HLM de Paris : farce judiciaire
par Bernard Lallement
mercredi 25 janvier 2006
Tous les ingrédients sont réunis pour en faire une vaste fresque à la Balzac.
A l’origine, l’office des HLM de Paris (OPAC au nom décidément très prédestiné) était au centre d’un vaste réseau de trafics d’influences pour la passation de ses marchés publics entre 1989 et 1994, alors qu’à la Mairie de Paris, dont il dépendait, régnait un certain Jacques Chirac, par ailleurs président du RPR.
Sur fond de guerre fratricide entre balladuriens et chiraquiens, en vue de la présidentielle de 1995, une plainte avait été initiée par Nicolas Sarkozy, alors ministre du budget dans le gouvernement d’Edouard Balladur.
Le déroulement de l’affaire a, abondamment, nourri les rubriques justice, faits divers et politique de tous nos journaux, avec quelques épisodes méritant de passer à la postérité.
Ayant épuisé pas moins de trois juges d’instruction, la procédure, qui connut toutes les arcanes des juridictions pénales, permit de réunir des indices graves et concordants pour mettre en cause l’ancien maire de Paris, devenu depuis président de la République. Aucun magistrat ne put l’entendre, même comme témoin, car le Conseil constitutionnel et, ensuite, la Cour de cassation arguèrent de son « irresponsabilité pénale. »

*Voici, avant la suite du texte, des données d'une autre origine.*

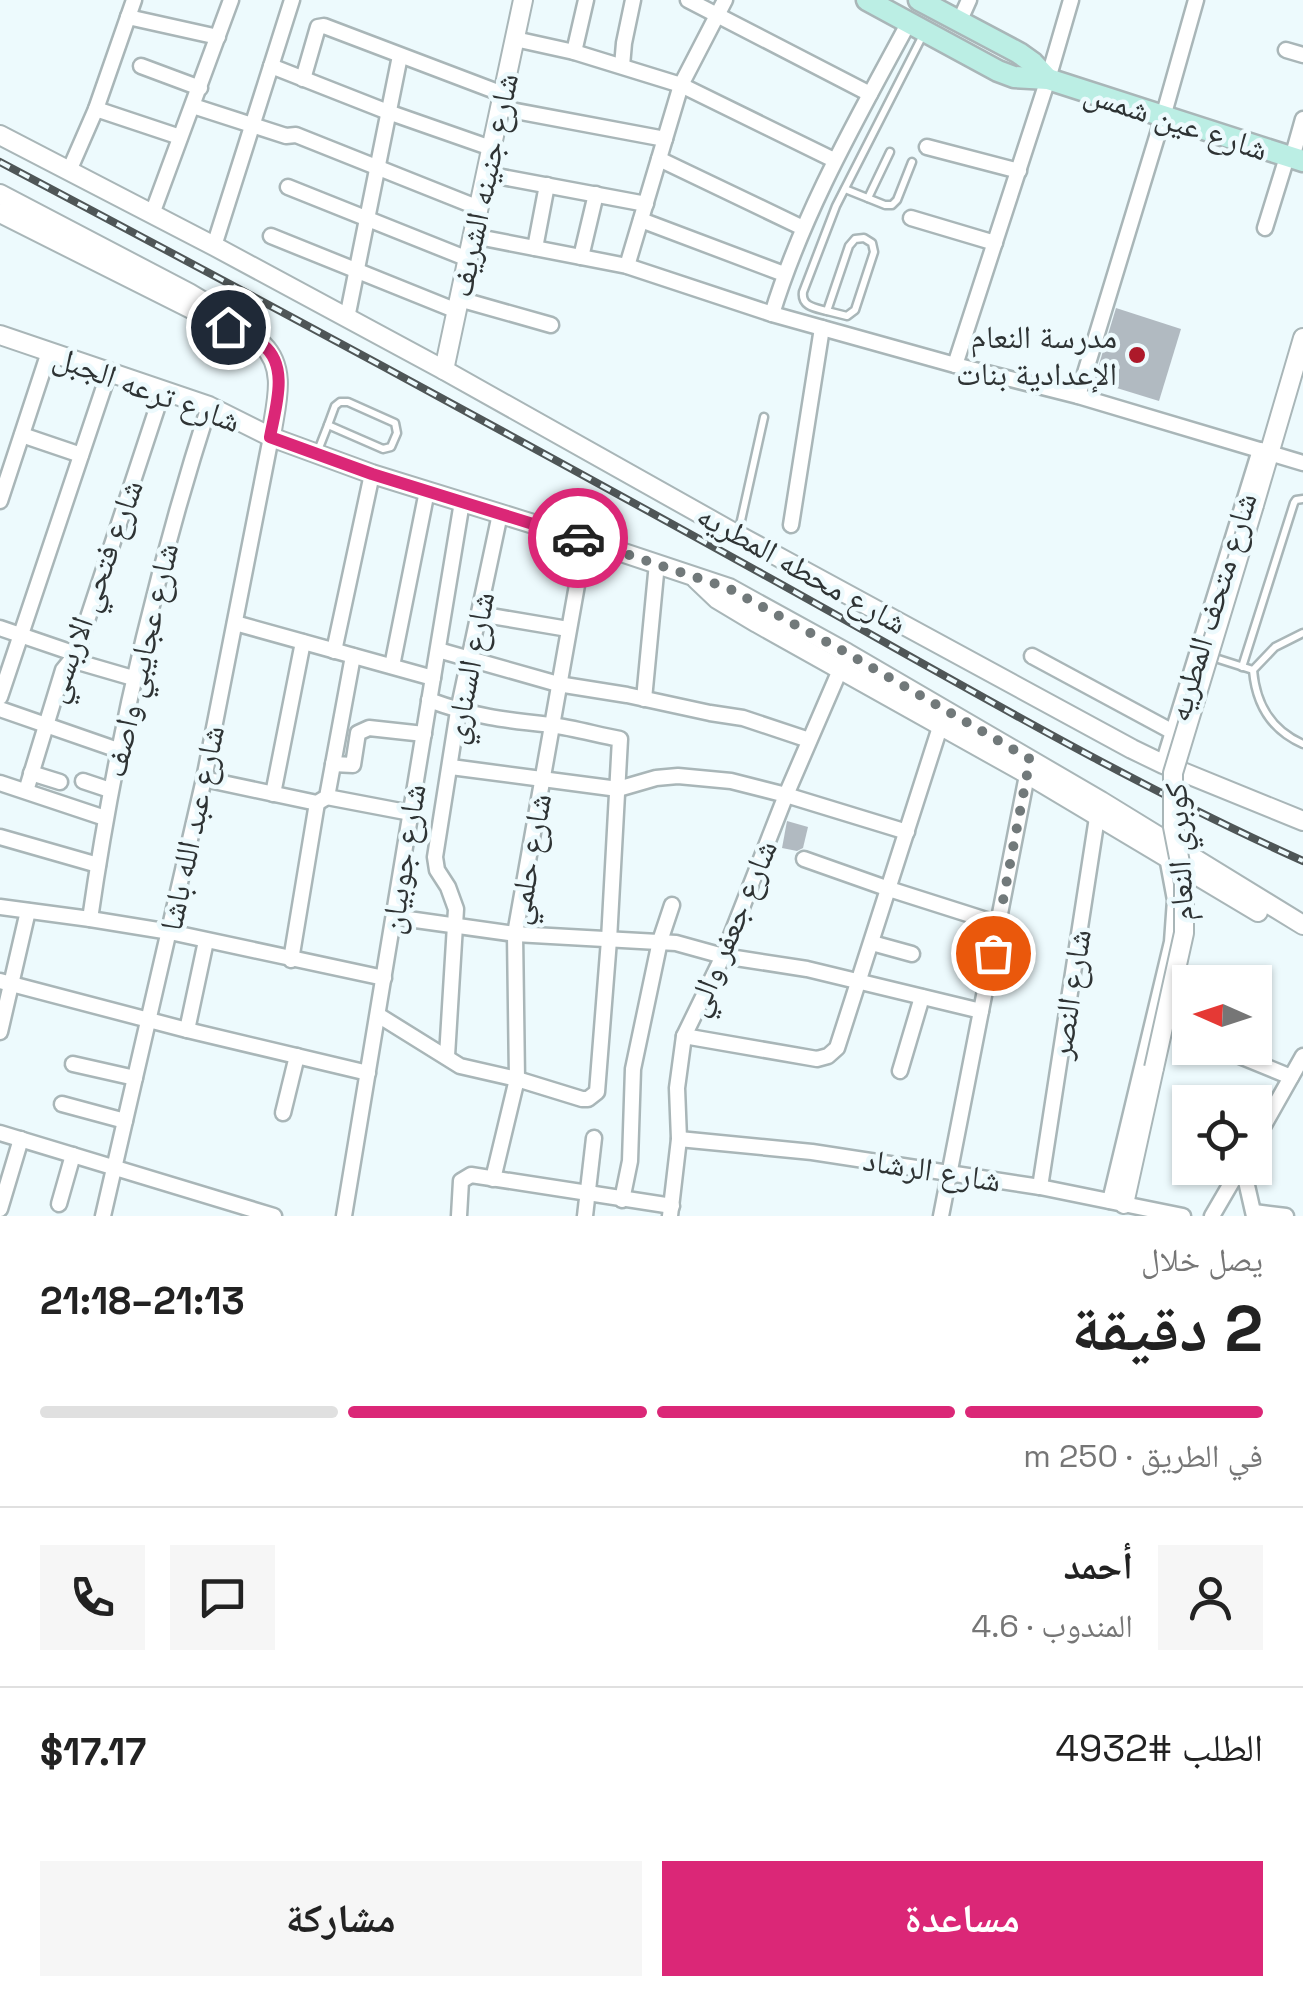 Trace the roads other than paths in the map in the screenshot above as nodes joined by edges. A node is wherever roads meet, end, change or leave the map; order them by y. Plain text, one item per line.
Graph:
1 (134, 0) edge
2 (231, 0) edge
3 (292, 0) edge
4 (523, 0) edge
5 (586, 0) edge
6 (633, 0) edge
7 (688, 0) edge
8 (725, 0) edge
9 (866, 0) edge
10 (919, 0) edge
11 (970, 0) edge
12 (1071, 0) edge
13 (1196, 0) edge
14 (717, 15) junction
15 (128, 16) junction
16 (960, 20) junction
17 (917, 26) junction
18 (218, 37) junction
19 (514, 39) junction
20 (1286, 50) dead end
21 (574, 52) junction
22 (1303, 55) edge
23 (400, 56) junction
24 (141, 66) dead end
25 (271, 66) junction
26 (622, 66) junction
27 (303, 79) junction
28 (1048, 79) junction
29 (681, 84) junction
30 (200, 88) junction
31 (870, 94) junction
32 (502, 101) junction
33 (192, 106) junction
34 (96, 110) junction
35 (388, 112) junction
36 (1163, 117) junction
37 (1303, 118) edge
38 (252, 126) junction
39 (0, 135) edge
40 (180, 137) junction
41 (665, 139) junction
42 (492, 148) junction
43 (928, 148) dead end
44 (890, 152) dead end
45 (659, 159) junction
46 (1294, 159) edge
47 (834, 160) junction
48 (912, 162) dead end
49 (376, 167) junction
50 (69, 170) junction
51 (1019, 171) junction
52 (486, 174) junction
53 (547, 185) junction
54 (288, 187) dead end
55 (845, 189) junction
56 (0, 194) edge
57 (596, 194) junction
58 (868, 198) junction
59 (646, 204) junction
60 (478, 208) junction
61 (0, 213) edge
62 (152, 214) junction
63 (366, 218) junction
64 (911, 218) dead end
65 (641, 220) junction
66 (804, 228) junction
67 (1264, 228) dead end
68 (270, 236) dead end
69 (473, 236) junction
70 (996, 243) junction
71 (214, 246) junction
72 (535, 248) junction
73 (581, 257) junction
74 (468, 259) junction
75 (627, 266) junction
76 (354, 270) junction
77 (784, 274) junction
78 (458, 305) junction
79 (828, 311) junction
80 (772, 314) junction
81 (347, 318) junction
82 (552, 325) dead end
83 (228, 327) junction
84 (822, 328) junction
85 (0, 335) edge
86 (1303, 338) edge
87 (49, 352) junction
88 (955, 366) junction
89 (444, 370) junction
90 (109, 372) junction
91 (162, 390) junction
92 (1078, 396) junction
93 (209, 406) junction
94 (764, 417) dead end
95 (328, 425) junction
96 (22, 435) junction
97 (270, 437) junction
98 (1265, 451) junction
99 (317, 454) junction
100 (81, 455) junction
101 (1303, 463) edge
102 (372, 474) junction
103 (427, 491) junction
104 (1303, 498) edge
105 (0, 501) edge
106 (462, 502) junction
107 (1254, 505) joint
108 (500, 514) junction
109 (792, 525) dead end
110 (738, 535) junction
111 (585, 540) junction
112 (657, 564) junction
113 (479, 614) junction
114 (236, 623) junction
115 (0, 628) edge
116 (568, 629) junction
117 (1303, 632) edge
118 (20, 636) junction
119 (303, 642) junction
120 (334, 650) junction
121 (438, 650) junction
122 (1197, 653) junction
123 (354, 656) junction
124 (1032, 656) dead end
125 (74, 657) junction
126 (469, 659) junction
127 (844, 661) junction
128 (392, 666) junction
129 (1242, 667) junction
130 (1254, 670) junction
131 (133, 678) junction
132 (433, 678) junction
133 (558, 684) junction
134 (0, 696) edge
135 (644, 699) junction
136 (430, 700) junction
137 (0, 709) edge
138 (458, 711) junction
139 (46, 724) junction
140 (941, 724) junction
141 (552, 725) junction
142 (1173, 732) junction
143 (424, 734) junction
144 (809, 740) junction
145 (1303, 744) edge
146 (118, 750) junction
147 (333, 764) junction
148 (1162, 764) junction
149 (1028, 766) junction
150 (450, 767) junction
151 (31, 773) junction
152 (204, 778) junction
153 (543, 780) junction
154 (82, 781) dead end
155 (0, 782) edge
156 (60, 782) dead end
157 (618, 789) junction
158 (110, 790) junction
159 (26, 791) junction
160 (272, 794) junction
161 (786, 795) junction
162 (322, 800) junction
163 (1099, 808) junction
164 (411, 813) junction
165 (105, 818) junction
166 (1303, 820) edge
167 (907, 832) junction
168 (0, 838) edge
169 (1167, 858) junction
170 (804, 859) dead end
171 (98, 865) junction
172 (889, 889) junction
173 (672, 905) dead end
174 (0, 907) edge
175 (28, 911) junction
176 (90, 918) junction
177 (394, 918) junction
178 (455, 924) junction
179 (999, 924) junction
180 (1303, 924) edge
181 (170, 932) junction
182 (515, 934) junction
183 (1303, 938) edge
184 (610, 940) junction
185 (660, 940) junction
186 (206, 941) junction
187 (872, 943) junction
188 (912, 954) dead end
189 (723, 956) junction
190 (290, 960) junction
191 (384, 978) junction
192 (860, 981) junction
193 (6, 982) edge
194 (922, 996) junction
195 (981, 1011) junction
196 (378, 1014) junction
197 (149, 1021) junction
198 (1154, 1021) junction
199 (1172, 1028) edge
200 (187, 1030) junction
201 (0, 1032) edge
202 (684, 1036) junction
203 (297, 1056) junction
204 (447, 1056) junction
205 (1303, 1056) edge
206 (73, 1064) dead end
207 (1262, 1065) edge
208 (900, 1071) dead end
209 (368, 1073) junction
210 (1292, 1077) junction
211 (135, 1078) junction
212 (516, 1079) junction
213 (62, 1104) dead end
214 (1272, 1111) edge
215 (283, 1113) dead end
216 (125, 1121) junction
217 (0, 1132) edge
218 (594, 1138) dead end
219 (20, 1139) junction
220 (679, 1140) junction
221 (73, 1155) junction
222 (113, 1168) junction
223 (948, 1172) junction
224 (493, 1178) junction
225 (1231, 1185) edge
226 (1246, 1185) edge
227 (1040, 1187) junction
228 (587, 1195) junction
229 (622, 1200) junction
230 (1117, 1203) junction
231 (59, 1204) dead end
232 (0, 1209) edge
233 (225, 1210) edge
234 (671, 1211) edge
235 (1254, 1214) edge
236 (103, 1216) edge
237 (274, 1216) edge
238 (344, 1216) edge
239 (459, 1216) edge
240 (584, 1216) edge
241 (941, 1216) edge
242 (1184, 1216) edge
243 (1212, 1216) edge
244 (1286, 1216) edge

1 - 15 street
2 - 18 street
3 - 25 street
4 - 19 street, شارع جنينه الشريف
5 - 21 street
6 - 26 street
7 - 14 street
8 - 14 street
9 - 17 main road, شارع عين شمس
10 - 16 main road, شارع عين شمس
11 - 16 street
12 - 28 street
13 - 36 street
14 - 29 street
14 - 31 street
15 - 18 street
15 - 34 street
16 - 28 main road, شارع عين شمس
17 - 28 main road, شارع عين شمس
17 - 31 street
17 - 55 lane
18 - 30 street
19 - 21 street
19 - 32 street, شارع جنينه الشريف
20 - 22 street
21 - 26 street
23 - 27 street
23 - 32 street
23 - 35 street
24 - 30 street
25 - 27 street
25 - 38 street
26 - 29 street
27 - 35 street
28 - 36 main road, شارع عين شمس
28 - 51 street
29 - 41 street
29 - 47 street
30 - 33 street
31 - 47 street
32 - 41 street
32 - 42 street, شارع جنينه الشريف
33 - 38 street
33 - 40 street
34 - 40 street
34 - 50 street
35 - 42 street
35 - 49 street
36 - 46 main road, شارع عين شمس
36 - 92 street
37 - 46 street
38 - 49 street
38 - 71 street
39 - 50 street, شارع محطه المطريه
40 - 62 street
41 - 45 street
42 - 52 street, شارع جنينه الشريف
43 - 51 street
44 - 58 lane
45 - 59 street
45 - 66 street
46 - 67 street
47 - 66 street
48 - 58 lane
49 - 60 street
49 - 63 street
50 - 62 street, شارع محطه المطريه
51 - 70 street
52 - 53 street
52 - 60 street, شارع جنينه الشريف
53 - 57 street
53 - 72 street
54 - 63 street
55 - 58 lane
55 - 79 lane
56 - 83 street
57 - 59 street
57 - 73 street
59 - 65 street
60 - 69 street, شارع جنينه الشريف
61 - 83 street
62 - 71 street, شارع محطه المطريه
63 - 74 street
63 - 76 street
64 - 70 street
65 - 75 street
65 - 77 street
66 - 77 street
68 - 76 street
69 - 72 street
69 - 74 street, شارع جنينه الشريف
70 - 88 street
71 - 81 street, شارع محطه المطريه
72 - 73 street
73 - 75 street
74 - 78 street, شارع جنينه الشريف
75 - 80 street
76 - 78 street
76 - 81 street
77 - 80 street
78 - 82 street
78 - 89 street, شارع جنينه الشريف
79 - 79 lane
80 - 84 street
81 - 89 street, شارع محطه المطريه
83 - 97 street
84 - 88 street
84 - 109 street
85 - 87 street, شارع ترعه الجبل
86 - 98 street, شارع متحف المطريه
87 - 90 street, شارع ترعه الجبل
87 - 96 street
88 - 92 street
89 - 110 street, شارع محطه المطريه
90 - 91 street, شارع ترعه الجبل
90 - 100 street
91 - 93 street, شارع ترعه الجبل
91 - 125 street, شارع فتحي الاربسي
92 - 98 street
93 - 97 street, شارع ترعه الجبل
93 - 131 street, شارع عجايبي واصف
94 - 110 lane
95 - 95 lane
95 - 99 lane
96 - 100 street
96 - 105 street
97 - 99 street, شارع ترعه الجبل
97 - 114 street, شارع عبد الله باشا
98 - 101 street
98 - 107 street, شارع متحف المطريه
98 - 122 street, شارع متحف المطريه
99 - 102 street, شارع ترعه الجبل
100 - 118 street
102 - 103 street, شارع ترعه الجبل
102 - 120 street
103 - 106 street, شارع ترعه الجبل
103 - 128 street
104 - 129 lane
106 - 108 street, شارع ترعه الجبل
106 - 121 street, شارع جوبيان
107 - 230 street, كوبري النعام, bridge
108 - 111 street, شارع ترعه الجبل
108 - 113 street, شارع السناري
110 - 148 street, شارع محطه المطريه
111 - 112 street, شارع ترعه الجبل
111 - 116 street, شارع حلمي
112 - 127 street, شارع ترعه الجبل
112 - 135 street
113 - 116 street
113 - 126 street, شارع السناري
114 - 119 street
114 - 152 street, شارع عبد الله باشا
115 - 118 street
116 - 133 street, شارع حلمي
117 - 130 lane
118 - 125 street
118 - 134 street
119 - 120 street
119 - 160 street
120 - 123 street
121 - 126 street
121 - 132 street, شارع جوبيان
122 - 129 lane
122 - 142 street, شارع متحف المطريه
123 - 128 street
123 - 147 street
124 - 142 street
125 - 131 street
125 - 139 street, شارع فتحي الاربسي
126 - 133 street
126 - 138 street, شارع السناري
127 - 140 street, شارع ترعه الجبل
127 - 144 street, شارع جعفر والي
127 - 149 street, شارع ترعه الجبل
128 - 132 street
129 - 130 lane
130 - 145 lane
131 - 146 street, شارع عجايبي واصف
132 - 136 street, شارع جوبيان
133 - 135 street
133 - 141 street, شارع حلمي
135 - 144 street
136 - 138 street
136 - 143 street, شارع جوبيان
137 - 139 street
138 - 141 street
138 - 150 street, شارع السناري
139 - 146 street
139 - 151 street, شارع فتحي الاربسي
140 - 149 street, شارع ترعه الجبل
140 - 167 street
141 - 153 street, شارع حلمي
141 - 157 street
142 - 148 street, شارع متحف المطريه
143 - 147 street
143 - 164 street, شارع جوبيان
144 - 161 street, شارع جعفر والي
146 - 158 street, شارع عجايبي واصف
147 - 162 street
148 - 166 street, شارع محطه المطريه
149 - 163 street, شارع ترعه الجبل
149 - 179 street
150 - 153 street
150 - 178 street, شارع السناري
151 - 156 street
151 - 159 street, شارع فتحي الاربسي
152 - 160 street
152 - 181 street, شارع عبد الله باشا
153 - 157 street
153 - 182 street, شارع حلمي
154 - 158 street
155 - 159 street
157 - 161 street
157 - 184 street
158 - 165 street, شارع عجايبي واصف
159 - 165 street
160 - 162 street
161 - 167 street
161 - 189 street, شارع جعفر والي
162 - 164 street
162 - 190 street
163 - 169 street, شارع ترعه الجبل
163 - 180 street, شارع ترعه الجبل
163 - 227 street, شارع النصر
164 - 177 street, شارع جوبيان
165 - 171 street, شارع عجايبي واصف
167 - 172 street
168 - 171 street
169 - 183 street, شارع ترعه الجبل
169 - 198 street
170 - 172 street
171 - 176 street, شارع عجايبي واصف
172 - 179 street
172 - 187 street
173 - 185 street
174 - 175 street
175 - 176 street
175 - 193 street
176 - 181 street
177 - 178 street
177 - 191 street, شارع جوبيان
178 - 182 street
178 - 204 street, شارع السناري
179 - 195 street
181 - 186 street
181 - 197 street, شارع عبد الله باشا
182 - 184 street
182 - 212 street, شارع حلمي
184 - 185 street
184 - 212 street
185 - 189 street
185 - 229 street
186 - 190 street
186 - 200 street
187 - 188 street
187 - 192 street
189 - 192 street
189 - 202 street, شارع جعفر والي
190 - 191 street
191 - 196 street, شارع جوبيان
192 - 194 street
192 - 202 street
193 - 197 street
193 - 201 street
194 - 195 street
194 - 208 street
195 - 223 street
196 - 204 street
196 - 209 street, شارع جوبيان
197 - 200 street
197 - 211 street, شارع عبد الله باشا
198 - 199 street
198 - 230 street
200 - 203 street
202 - 220 street, شارع جعفر والي
203 - 209 street
203 - 215 street
204 - 212 street
205 - 210 street
206 - 211 street
207 - 210 street
209 - 238 street, شارع جوبيان
210 - 214 street
211 - 216 street, شارع عبد الله باشا
212 - 224 street, شارع حلمي
213 - 216 street
216 - 222 street, شارع عبد الله باشا
217 - 219 street
218 - 228 street
219 - 221 street
219 - 232 street
220 - 223 street, شارع الرشاد
220 - 234 street, شارع جعفر والي
221 - 222 street
221 - 231 street
222 - 233 street
222 - 236 street, شارع عبد الله باشا
223 - 227 street, شارع الرشاد
223 - 241 street
224 - 228 street
224 - 239 street
225 - 243 street
226 - 235 street
227 - 230 street, شارع الرشاد
228 - 229 street
228 - 240 street
229 - 234 street
230 - 242 street, شارع الرشاد
233 - 237 street
235 - 244 street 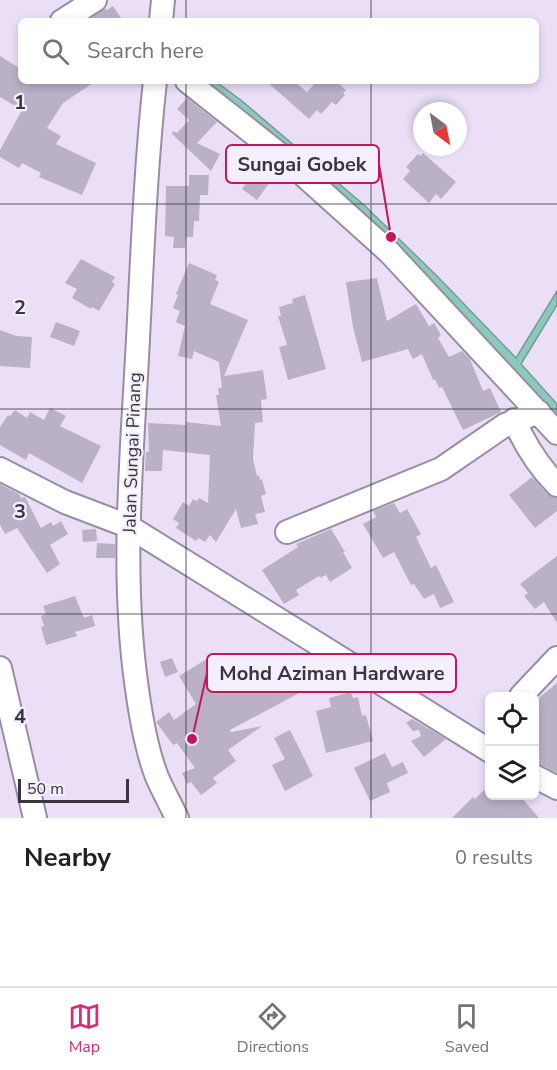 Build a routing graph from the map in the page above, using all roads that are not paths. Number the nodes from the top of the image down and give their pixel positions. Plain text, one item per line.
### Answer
1 (95, 0) edge
2 (163, 0) edge
3 (67, 18) edge
4 (161, 18) edge
5 (155, 84) edge
6 (191, 84) edge
7 (539, 412) junction
8 (514, 420) junction
9 (557, 433) edge
10 (0, 469) edge
11 (557, 485) edge
12 (128, 526) junction
13 (287, 532) dead end
14 (557, 658) edge
15 (0, 668) edge
16 (525, 692) edge
17 (485, 742) edge
18 (539, 779) edge
19 (557, 788) edge
20 (35, 818) edge
21 (177, 818) edge

1 - 3 street
2 - 4 street
5 - 12 street, Jalan Sungai Pinang
6 - 7 street
7 - 8 street
7 - 9 street
8 - 11 street
8 - 13 street
10 - 12 street
12 - 17 street
12 - 21 street, Jalan Sungai Pinang
14 - 16 street
15 - 20 street
18 - 19 street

En vue d’une perquisition au domicile de Jean Tibéri, qui lui avait succédé à l’Hôtel de ville de Paris, le juge Eric Halphen s’était vu refuser, fait unique dans les annales judiciaires, l’assistance de la police, sur ordre de la hiérarchie du ministère de l’Intérieur que tenait, d’une main de fer, Charles Pasqua.
Mais à cette occasion, la découverte, fortuite, d’un rapport d’études bidon, écrit par Xavière Tibéri, et rémunéré à grand frais par le Conseil général de l’Essonne, avait entraîné l’ouverture d’une information par le parquet de Créteil. Afin d’en obtenir le classement sans suite, Jacques Toubon, Garde des sceaux de l’époque, avait projeté de faire récupérer, en hélicoptère, le procureur de la République parti en vacances dans l’Himalaya.
Les péripéties, dignes des Marx Brothers, ne s’arrêtèrent pas là. Une mise en scène d’une tentative de corruption de l’encombrant juge Halphen fut organisée par Didier Schuller, conseiller général des Hauts-de-Seine, et proche de Charles Pasqua : devant des policiers, accourus à cet effet, il remit une enveloppe censée contenir 1 million de francs au Dr Jean-Pierre Maréchal, psychiatre à l’Hôpital américain de Neuilly et beau-père du magistrat. Par la suite, Didier Schuller s’enfuit, plusieurs années, aux Caraïbes. Le juge avait commis l’irréparable outrage d’adresser une convocation, comme à n’importe quel justiciable, à « Chirac, Jacques. » Les proches du président crièrent à la forfaiture.
Une corruption sans corrompu
Décédé en 1999, dans une cassette posthume, il désigne le chef de l’Etat comme « instigateur » d’un système de fraude sur les marchés publics. François Ciona, directeur général adjoint de l’OPAC, confirmera ces propos.
Le montant de la corruption s’élève à 5,7 millions d’euros.
Michel Roussin et Jean Tibéri, un temps mis en examen, ont bénéficié d’un non-lieu.
Parmi les 49 prévenus qui comparaissent devant le tribunal correctionnel de Paris, ne figure aucun parti ni responsable politique ou élu.
Bref, un procès de corruption dans lequel ne comparaissent que les corrupteurs. Les corrompus, eux, ne seront pas inquiétés. Judiciairement parlant, il n’y en avait pas. Surréaliste !
Un dossier qui ne sera pas de nature à redorer les ors de la justice, passablement ternis ces derniers temps.
Quant au statut pénal du chef de l’Etat promis par le candidat Chirac en 1995, nous l’attendons toujours.
Faire un parallèle avec l’affaire Outreau est tentant, et permet de constater, une nouvelle fois, que, depuis La Fontaine, les mentalités de nos vénérables hermines n’ont guère changé : Selon que vous serez puissant ou misérable, les jugements de Cour vous rendront blanc ou noir.